Pictured people or hands with joints:
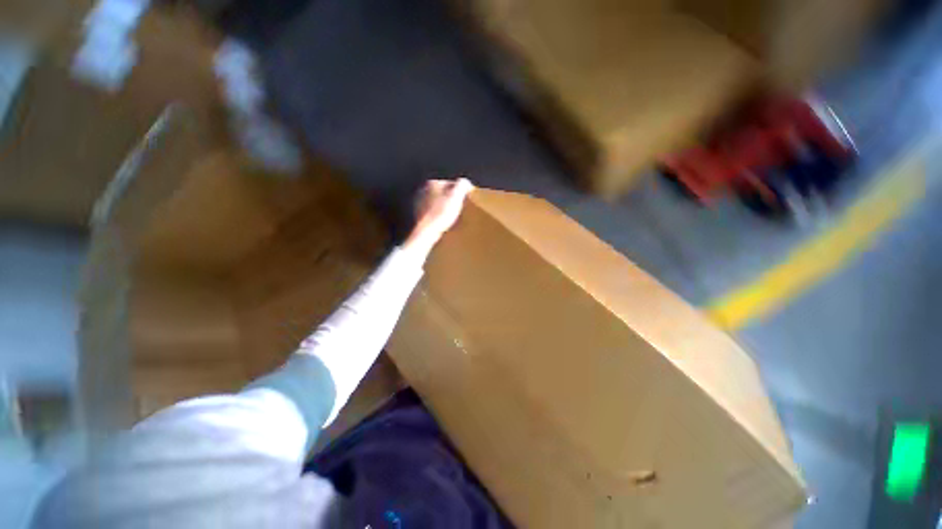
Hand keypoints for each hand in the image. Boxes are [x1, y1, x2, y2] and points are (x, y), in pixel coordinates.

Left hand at [403, 178, 473, 256]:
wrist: (427, 231)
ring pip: (437, 201)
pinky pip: (432, 211)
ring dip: (444, 206)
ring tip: (451, 215)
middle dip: (451, 198)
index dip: (460, 191)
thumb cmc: (441, 214)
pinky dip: (437, 214)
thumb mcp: (456, 196)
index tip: (465, 200)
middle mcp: (423, 190)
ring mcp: (419, 202)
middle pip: (443, 192)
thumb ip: (462, 185)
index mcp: (432, 183)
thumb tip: (465, 182)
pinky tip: (442, 220)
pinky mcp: (418, 213)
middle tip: (459, 207)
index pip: (451, 183)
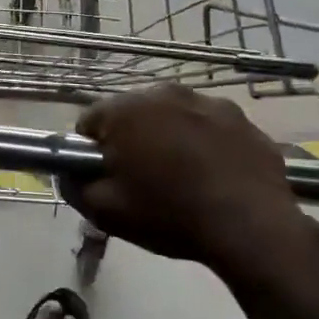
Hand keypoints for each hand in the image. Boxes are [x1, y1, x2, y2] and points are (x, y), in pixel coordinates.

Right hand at [60, 84, 312, 272]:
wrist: (250, 226)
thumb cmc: (169, 214)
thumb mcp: (106, 211)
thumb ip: (75, 186)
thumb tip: (68, 172)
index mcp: (127, 109)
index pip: (90, 121)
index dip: (92, 152)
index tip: (106, 178)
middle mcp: (165, 93)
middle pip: (133, 115)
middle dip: (132, 141)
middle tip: (143, 182)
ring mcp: (209, 102)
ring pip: (174, 118)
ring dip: (170, 139)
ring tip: (183, 181)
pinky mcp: (242, 119)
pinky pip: (210, 128)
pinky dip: (206, 145)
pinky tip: (214, 178)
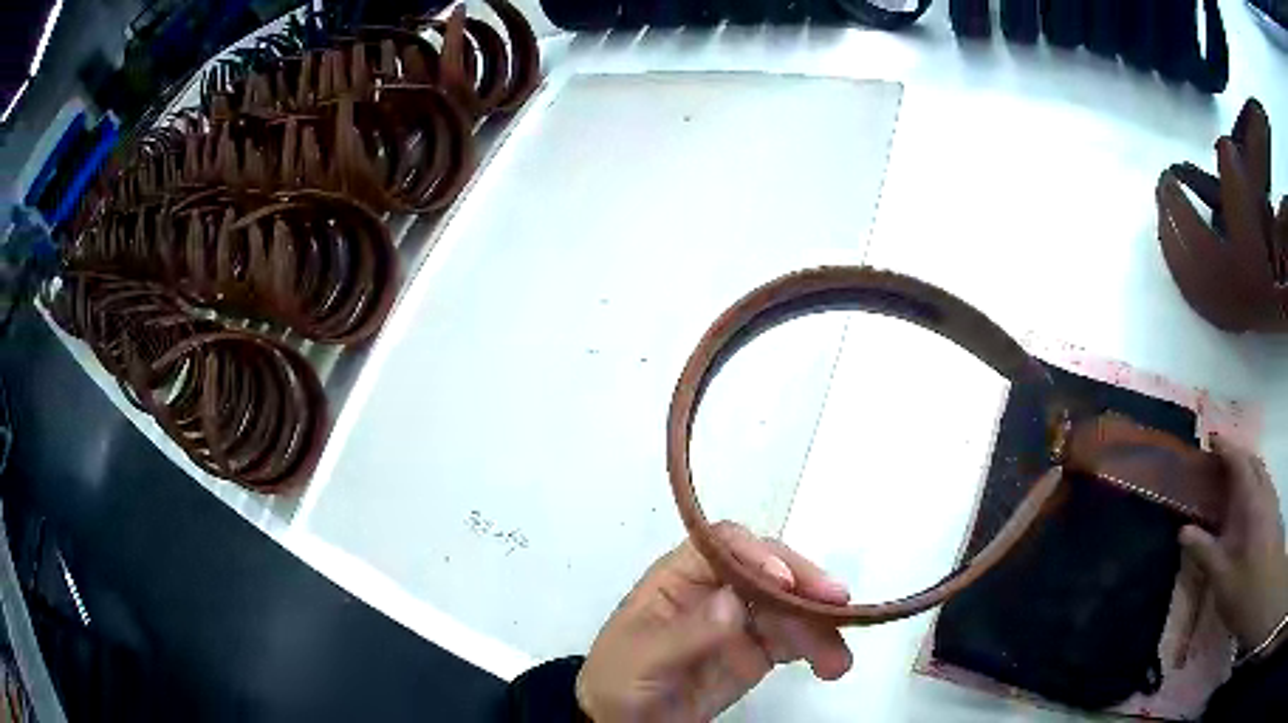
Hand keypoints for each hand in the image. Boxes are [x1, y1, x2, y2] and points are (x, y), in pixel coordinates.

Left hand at [575, 522, 852, 721]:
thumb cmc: (618, 681)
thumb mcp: (642, 658)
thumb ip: (686, 632)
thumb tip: (732, 601)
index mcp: (680, 578)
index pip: (724, 547)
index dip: (757, 555)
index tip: (784, 581)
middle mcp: (716, 591)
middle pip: (769, 571)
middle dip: (805, 584)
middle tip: (838, 605)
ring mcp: (740, 622)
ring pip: (790, 607)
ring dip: (820, 626)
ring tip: (838, 660)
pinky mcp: (756, 653)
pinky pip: (794, 641)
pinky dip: (818, 648)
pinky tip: (831, 665)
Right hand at [1179, 437, 1287, 654]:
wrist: (1262, 595)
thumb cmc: (1245, 589)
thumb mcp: (1222, 579)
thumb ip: (1205, 552)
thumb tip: (1183, 531)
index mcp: (1251, 500)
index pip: (1238, 461)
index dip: (1225, 447)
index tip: (1210, 441)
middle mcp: (1264, 491)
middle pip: (1252, 460)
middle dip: (1236, 455)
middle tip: (1218, 464)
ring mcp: (1271, 501)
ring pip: (1260, 472)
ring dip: (1247, 468)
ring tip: (1232, 482)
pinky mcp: (1273, 513)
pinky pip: (1264, 485)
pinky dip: (1254, 483)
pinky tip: (1247, 505)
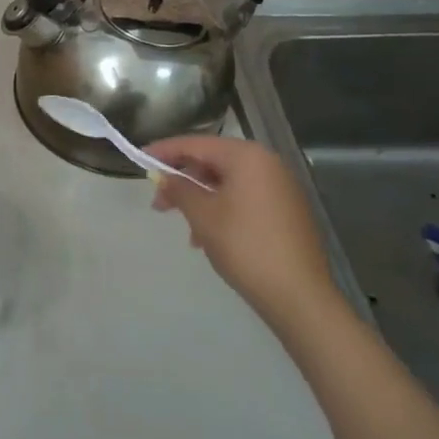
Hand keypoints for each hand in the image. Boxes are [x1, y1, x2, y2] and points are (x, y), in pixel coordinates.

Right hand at [143, 134, 339, 320]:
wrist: (298, 295)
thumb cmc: (244, 246)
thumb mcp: (202, 215)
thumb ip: (179, 189)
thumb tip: (164, 177)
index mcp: (248, 157)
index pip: (197, 144)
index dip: (165, 151)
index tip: (139, 159)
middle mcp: (268, 164)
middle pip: (214, 162)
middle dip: (183, 181)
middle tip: (158, 202)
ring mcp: (281, 188)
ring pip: (228, 183)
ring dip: (201, 200)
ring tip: (185, 229)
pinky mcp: (287, 212)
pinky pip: (245, 199)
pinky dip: (222, 210)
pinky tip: (208, 238)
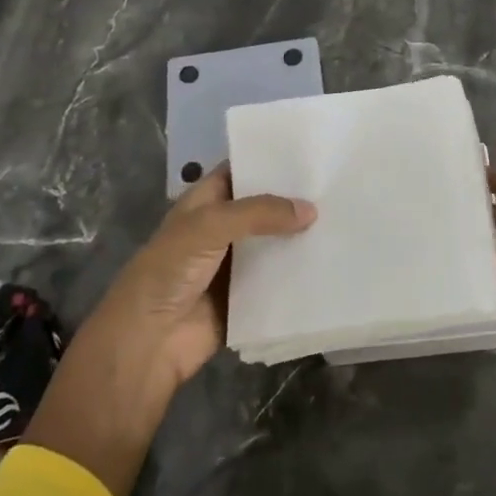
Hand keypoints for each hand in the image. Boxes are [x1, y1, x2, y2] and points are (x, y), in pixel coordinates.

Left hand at [23, 165, 314, 495]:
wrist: (148, 342)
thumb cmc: (169, 271)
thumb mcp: (210, 226)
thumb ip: (259, 213)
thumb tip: (311, 210)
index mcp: (205, 203)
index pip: (240, 171)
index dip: (269, 161)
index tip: (311, 152)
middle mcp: (221, 229)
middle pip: (263, 208)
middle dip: (293, 200)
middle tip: (338, 185)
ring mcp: (234, 265)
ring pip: (274, 244)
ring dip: (300, 237)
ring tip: (346, 219)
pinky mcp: (247, 298)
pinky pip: (278, 280)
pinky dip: (299, 273)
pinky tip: (333, 261)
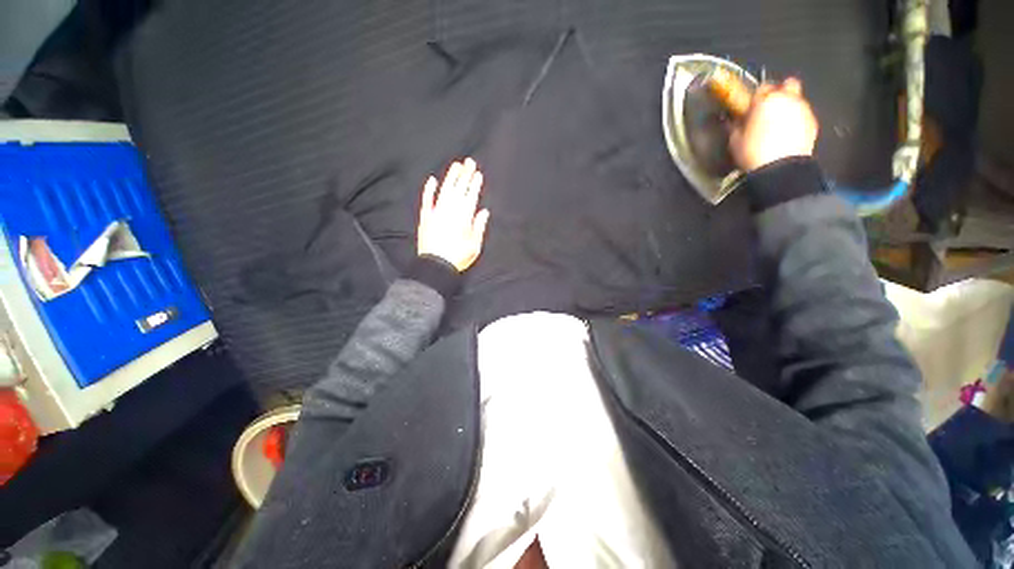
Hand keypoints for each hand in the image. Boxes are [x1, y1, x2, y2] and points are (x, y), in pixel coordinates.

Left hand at [418, 158, 490, 271]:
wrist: (436, 265)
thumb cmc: (458, 257)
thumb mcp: (475, 245)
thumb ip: (479, 226)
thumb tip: (483, 212)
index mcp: (464, 217)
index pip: (471, 196)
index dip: (474, 184)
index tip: (477, 173)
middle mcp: (450, 210)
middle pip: (459, 189)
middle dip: (465, 174)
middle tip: (469, 161)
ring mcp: (436, 212)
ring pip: (445, 190)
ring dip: (450, 177)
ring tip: (456, 165)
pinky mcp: (425, 217)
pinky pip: (427, 200)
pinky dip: (429, 190)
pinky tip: (432, 180)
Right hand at [730, 78, 818, 171]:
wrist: (780, 168)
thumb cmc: (753, 153)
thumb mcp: (735, 140)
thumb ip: (736, 126)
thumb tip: (733, 121)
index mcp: (766, 100)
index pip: (762, 88)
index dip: (756, 98)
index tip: (751, 107)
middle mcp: (787, 99)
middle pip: (787, 85)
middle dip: (780, 93)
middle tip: (770, 108)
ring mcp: (803, 109)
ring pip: (797, 100)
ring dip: (788, 107)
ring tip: (778, 125)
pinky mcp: (813, 122)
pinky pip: (803, 115)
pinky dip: (796, 120)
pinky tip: (787, 134)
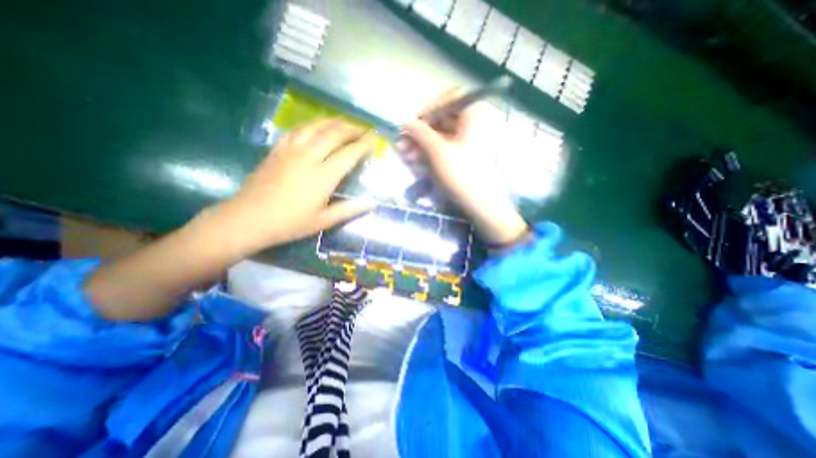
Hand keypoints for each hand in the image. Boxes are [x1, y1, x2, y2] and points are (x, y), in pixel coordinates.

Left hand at [210, 119, 375, 253]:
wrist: (248, 219)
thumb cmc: (290, 223)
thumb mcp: (323, 221)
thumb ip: (349, 210)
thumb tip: (371, 204)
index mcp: (323, 176)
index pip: (349, 153)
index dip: (364, 144)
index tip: (375, 139)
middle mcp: (309, 157)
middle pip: (334, 134)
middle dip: (352, 129)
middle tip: (364, 130)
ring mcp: (291, 150)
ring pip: (316, 126)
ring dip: (333, 122)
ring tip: (345, 123)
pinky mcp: (277, 149)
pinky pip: (297, 129)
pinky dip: (312, 125)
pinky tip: (316, 126)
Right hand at [402, 90, 528, 245]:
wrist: (480, 203)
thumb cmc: (461, 174)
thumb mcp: (438, 151)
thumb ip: (420, 133)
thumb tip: (406, 123)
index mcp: (474, 114)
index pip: (449, 98)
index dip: (429, 108)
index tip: (414, 123)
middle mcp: (473, 123)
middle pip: (443, 118)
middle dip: (421, 131)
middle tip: (403, 143)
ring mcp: (468, 140)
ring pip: (440, 135)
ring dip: (422, 143)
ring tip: (406, 155)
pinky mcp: (463, 155)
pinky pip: (444, 147)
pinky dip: (430, 151)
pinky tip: (416, 160)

* Task to carry out
Retype all the data exactly, please, without pictures.

* Response
Hand keypoints for each hand in the image. Boxes are [x1, y1, x2, y2] and points are (x, y), in pixel coordinates.

Left hand at [403, 178, 473, 256]:
wrist: (427, 231)
ring pip: (437, 201)
pinky pip: (432, 211)
ring dip: (444, 206)
ring tip: (451, 215)
middle dip: (451, 198)
index dip: (460, 191)
thumb cmc: (441, 214)
pinky dip: (437, 214)
thumb mcp: (456, 196)
index tip: (465, 200)
middle mcp: (423, 190)
ring mcp: (419, 202)
middle pip: (443, 192)
thumb ip: (462, 185)
index mcp: (432, 183)
thumb tip: (465, 182)
pinky tip: (442, 220)
pinky mcp: (418, 213)
middle tip: (459, 207)
index pip: (451, 183)
Hand keypoints for each hand in the image. Boxes are [x1, y1, x2, y2] and points are (x, y), in pixel coordinates.

Right hand at [60, 84, 312, 272]:
wrist: (250, 226)
thumb cmc: (169, 214)
thumb mcp: (106, 211)
thumb ip: (75, 186)
thumb tip: (68, 172)
index mcp: (127, 109)
index pip: (90, 121)
index dip: (92, 152)
index tip: (106, 178)
middle mcp: (165, 93)
middle pip: (133, 115)
middle dip: (132, 141)
middle tip: (143, 182)
ring mcp: (209, 102)
ring pip: (174, 118)
ring dip: (170, 139)
ring tip: (183, 181)
pinky mcp: (242, 119)
pinky pip: (210, 128)
pinky dip: (206, 145)
pinky tip: (214, 178)
Hand keypoints for each hand in the image. Boxes are [x1, y1, x2, y2] and points are (x, y), in pixel coordinates.

Left hand at [575, 522, 852, 721]:
thumb cmc: (618, 681)
thumb mcp: (642, 658)
thumb ip: (686, 632)
thumb tip: (732, 601)
index mcp: (680, 578)
index pip: (724, 547)
index dip: (757, 555)
index tip: (784, 581)
middle mcp: (716, 591)
middle pip: (769, 571)
middle dip: (805, 584)
middle tip: (838, 605)
ring mcp: (740, 622)
ring pip: (790, 607)
ring dip: (820, 626)
ring tip: (838, 660)
pinky mcp: (756, 653)
pinky pip: (794, 641)
pinky dip: (818, 648)
pinky tip: (831, 665)
Right hand at [1179, 437, 1287, 654]:
wrist: (1262, 595)
thumb cmc: (1245, 589)
thumb mcp: (1222, 579)
thumb ip: (1205, 552)
thumb tip: (1183, 531)
index mcp: (1251, 500)
index pip: (1238, 461)
index dip: (1225, 447)
index tip: (1210, 441)
middle mcp: (1264, 491)
middle pip: (1252, 460)
middle dip: (1236, 455)
middle tip: (1218, 464)
ring mcp: (1271, 501)
ring pip: (1260, 472)
ring dip: (1247, 468)
ring tip: (1232, 482)
pinky mcp: (1273, 513)
pinky pip: (1264, 485)
pinky dip: (1254, 483)
pinky tip: (1247, 505)
Hand keypoints for each hand in the image. Boxes are [x1, y1, x2, y2] and points are (x, y), in pixel coordinates.

Right hand at [143, 134, 339, 320]:
wrist: (298, 295)
thumb cmc: (244, 246)
thumb mcp: (202, 215)
thumb ip: (179, 189)
thumb tip: (164, 177)
index mcp: (248, 157)
index pip: (197, 144)
index dip: (165, 151)
index tip: (139, 159)
middle mcp: (268, 164)
middle pip: (214, 162)
middle dip: (183, 181)
middle tip: (158, 202)
ring mcp: (281, 188)
ring pip: (228, 183)
ring dip: (201, 200)
ring tip: (185, 229)
pinky mcp: (287, 212)
pinky pip: (245, 199)
pinky dip: (222, 210)
pinky tip: (208, 238)
Hand keypoints for each hand in the image. Boxes are [x1, y1, x2, y2] and points are (x, y), in pixel coordinates.

Left hand at [23, 165, 314, 495]:
wrist: (148, 342)
thumb cmc: (169, 271)
thumb mcp: (210, 226)
thumb ip: (259, 213)
thumb tip: (311, 210)
index mcp: (205, 203)
index pip: (240, 171)
index dip: (269, 161)
index tip: (311, 152)
middle mcp: (221, 229)
middle pip: (263, 208)
middle dip: (293, 200)
middle tip: (338, 185)
ring mcp: (234, 265)
ring pip: (274, 244)
ring dip: (300, 237)
ring tip: (346, 219)
pinky mcp: (247, 298)
pinky pip: (278, 280)
pinky dip: (299, 273)
pinky tip: (333, 261)
Hand keypoints for each hand in the image. Boxes are [x1, y1, x2, y2] and points are (x, y), in pixel coordinates.

Left hand at [418, 158, 490, 271]:
wrist: (436, 265)
thumb cmc: (458, 257)
thumb mcp: (475, 245)
thumb ip: (479, 226)
thumb tip: (483, 212)
index mcp: (464, 217)
index pip: (471, 196)
index dip: (474, 184)
index tip: (477, 173)
middle mcp: (450, 210)
middle pip: (459, 189)
middle dip: (465, 174)
middle tip: (469, 161)
ring mcp: (436, 212)
ring pip: (445, 190)
ring dip: (450, 177)
ring tip: (456, 165)
pinky mcp: (425, 217)
pinky pip: (427, 200)
pinky dip: (429, 190)
pinky tip: (432, 180)
Right hand at [730, 78, 818, 171]:
wrist: (780, 168)
thumb cmc: (753, 153)
thumb mcp: (735, 140)
thumb ip: (736, 126)
thumb tip: (733, 121)
index mcp: (766, 100)
index pip: (762, 88)
index dip: (756, 98)
index tip: (751, 107)
middle mcp: (787, 99)
middle pip: (787, 85)
middle dip: (780, 93)
middle tip: (770, 108)
ring mcp: (803, 109)
ring pip: (797, 100)
ring dip: (788, 107)
ring tip: (778, 125)
pinky mcp: (813, 122)
pinky pip: (803, 115)
pinky dip: (796, 120)
pinky tip: (787, 134)
Hand keypoints for each hand in the image. Boxes are [x1, y1, x2, y2] and points are (x, y), in pixel coordinates.

Left hand at [210, 119, 375, 253]:
wrist: (248, 219)
thumb cmc: (290, 223)
thumb mcp: (323, 221)
thumb ip: (349, 210)
thumb tip: (371, 204)
index mcp: (323, 176)
index pip: (349, 153)
index dip: (364, 144)
index tip: (375, 139)
middle mcp: (309, 157)
middle pip: (334, 134)
middle dip: (352, 129)
middle tip: (364, 130)
ring mcp: (291, 150)
ring pip: (316, 126)
ring dip: (333, 122)
ring tip: (345, 123)
pinky mcp: (277, 149)
pinky pip: (297, 129)
pinky dip: (312, 125)
pinky tip: (316, 126)
Right hand at [402, 90, 528, 245]:
wrist: (480, 203)
thumb cmc: (461, 174)
thumb mcp: (438, 151)
thumb ip: (420, 133)
thumb tip: (406, 123)
index mcp: (474, 114)
index pip: (449, 98)
index dip: (429, 108)
index tip: (414, 123)
middle mcp: (473, 123)
middle pip: (443, 118)
middle dip: (421, 131)
middle tip: (403, 143)
ring mcp: (468, 140)
ring pip: (440, 135)
ring dip: (422, 143)
ring tip: (406, 155)
pinky mcp: (463, 155)
pinky pip: (444, 147)
pinky dip: (430, 151)
pinky tip: (416, 160)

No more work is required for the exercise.